**EXERCISE**
Copy all of the entries that follow, exactly.

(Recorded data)
=====
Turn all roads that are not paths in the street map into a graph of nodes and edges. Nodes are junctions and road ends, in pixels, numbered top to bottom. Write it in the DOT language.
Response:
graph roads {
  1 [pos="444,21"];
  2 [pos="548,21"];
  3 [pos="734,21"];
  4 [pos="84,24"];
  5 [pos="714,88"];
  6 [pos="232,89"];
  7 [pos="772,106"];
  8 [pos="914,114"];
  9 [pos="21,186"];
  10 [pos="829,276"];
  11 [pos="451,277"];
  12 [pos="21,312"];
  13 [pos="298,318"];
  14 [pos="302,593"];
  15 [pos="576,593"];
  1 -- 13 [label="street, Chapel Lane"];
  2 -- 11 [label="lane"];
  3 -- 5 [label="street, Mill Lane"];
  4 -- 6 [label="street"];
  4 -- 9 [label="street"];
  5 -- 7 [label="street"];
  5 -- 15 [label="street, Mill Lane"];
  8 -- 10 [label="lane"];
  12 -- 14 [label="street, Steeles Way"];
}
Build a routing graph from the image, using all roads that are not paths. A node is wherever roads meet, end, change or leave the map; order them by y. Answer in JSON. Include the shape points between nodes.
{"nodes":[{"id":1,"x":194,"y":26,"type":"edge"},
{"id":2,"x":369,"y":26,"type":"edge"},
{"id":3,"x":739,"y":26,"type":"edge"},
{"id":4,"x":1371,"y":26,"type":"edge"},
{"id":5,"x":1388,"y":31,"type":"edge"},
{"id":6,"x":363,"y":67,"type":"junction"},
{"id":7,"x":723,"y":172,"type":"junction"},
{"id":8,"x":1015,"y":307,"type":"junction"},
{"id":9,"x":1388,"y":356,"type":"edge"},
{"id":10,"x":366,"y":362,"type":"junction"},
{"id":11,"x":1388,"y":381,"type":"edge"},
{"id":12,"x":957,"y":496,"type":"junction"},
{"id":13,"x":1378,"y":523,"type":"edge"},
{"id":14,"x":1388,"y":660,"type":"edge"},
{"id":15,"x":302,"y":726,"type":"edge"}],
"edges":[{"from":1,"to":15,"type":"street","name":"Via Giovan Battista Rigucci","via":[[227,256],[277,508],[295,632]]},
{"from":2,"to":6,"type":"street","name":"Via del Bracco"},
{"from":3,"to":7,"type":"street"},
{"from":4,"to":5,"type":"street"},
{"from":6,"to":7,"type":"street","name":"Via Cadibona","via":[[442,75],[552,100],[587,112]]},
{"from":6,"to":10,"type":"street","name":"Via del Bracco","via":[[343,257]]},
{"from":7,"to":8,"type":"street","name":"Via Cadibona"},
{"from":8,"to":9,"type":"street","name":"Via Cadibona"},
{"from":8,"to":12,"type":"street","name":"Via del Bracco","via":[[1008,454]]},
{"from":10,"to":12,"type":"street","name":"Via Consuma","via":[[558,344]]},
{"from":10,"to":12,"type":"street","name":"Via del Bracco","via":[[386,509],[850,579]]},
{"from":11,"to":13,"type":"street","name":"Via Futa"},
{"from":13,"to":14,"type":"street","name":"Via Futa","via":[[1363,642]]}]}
=====
**ANSWER TO THIS TASK**
Turn all roads that are not paths in the street map into a graph of nodes and edges. Nodes are junctions and road ends, in pixels, numbered top to bottom. Write it in the DOT language.
Response:
graph roads {
  1 [pos="444,21"];
  2 [pos="548,21"];
  3 [pos="734,21"];
  4 [pos="84,24"];
  5 [pos="714,88"];
  6 [pos="232,89"];
  7 [pos="772,106"];
  8 [pos="914,114"];
  9 [pos="21,186"];
  10 [pos="829,276"];
  11 [pos="451,277"];
  12 [pos="21,312"];
  13 [pos="298,318"];
  14 [pos="302,593"];
  15 [pos="576,593"];
  1 -- 13 [label="street, Chapel Lane"];
  2 -- 11 [label="lane"];
  3 -- 5 [label="street, Mill Lane"];
  4 -- 6 [label="street"];
  4 -- 9 [label="street"];
  5 -- 7 [label="street"];
  5 -- 15 [label="street, Mill Lane"];
  8 -- 10 [label="lane"];
  12 -- 14 [label="street, Steeles Way"];
}
Build a routing graph from the image, using all roads that are not paths. A node is wherever roads meet, end, change or leave the map; order them by y. Answer in JSON. Include the shape points between nodes.
{"nodes":[{"id":1,"x":194,"y":26,"type":"edge"},
{"id":2,"x":369,"y":26,"type":"edge"},
{"id":3,"x":739,"y":26,"type":"edge"},
{"id":4,"x":1371,"y":26,"type":"edge"},
{"id":5,"x":1388,"y":31,"type":"edge"},
{"id":6,"x":363,"y":67,"type":"junction"},
{"id":7,"x":723,"y":172,"type":"junction"},
{"id":8,"x":1015,"y":307,"type":"junction"},
{"id":9,"x":1388,"y":356,"type":"edge"},
{"id":10,"x":366,"y":362,"type":"junction"},
{"id":11,"x":1388,"y":381,"type":"edge"},
{"id":12,"x":957,"y":496,"type":"junction"},
{"id":13,"x":1378,"y":523,"type":"edge"},
{"id":14,"x":1388,"y":660,"type":"edge"},
{"id":15,"x":302,"y":726,"type":"edge"}],
"edges":[{"from":1,"to":15,"type":"street","name":"Via Giovan Battista Rigucci","via":[[227,256],[277,508],[295,632]]},
{"from":2,"to":6,"type":"street","name":"Via del Bracco"},
{"from":3,"to":7,"type":"street"},
{"from":4,"to":5,"type":"street"},
{"from":6,"to":7,"type":"street","name":"Via Cadibona","via":[[442,75],[552,100],[587,112]]},
{"from":6,"to":10,"type":"street","name":"Via del Bracco","via":[[343,257]]},
{"from":7,"to":8,"type":"street","name":"Via Cadibona"},
{"from":8,"to":9,"type":"street","name":"Via Cadibona"},
{"from":8,"to":12,"type":"street","name":"Via del Bracco","via":[[1008,454]]},
{"from":10,"to":12,"type":"street","name":"Via Consuma","via":[[558,344]]},
{"from":10,"to":12,"type":"street","name":"Via del Bracco","via":[[386,509],[850,579]]},
{"from":11,"to":13,"type":"street","name":"Via Futa"},
{"from":13,"to":14,"type":"street","name":"Via Futa","via":[[1363,642]]}]}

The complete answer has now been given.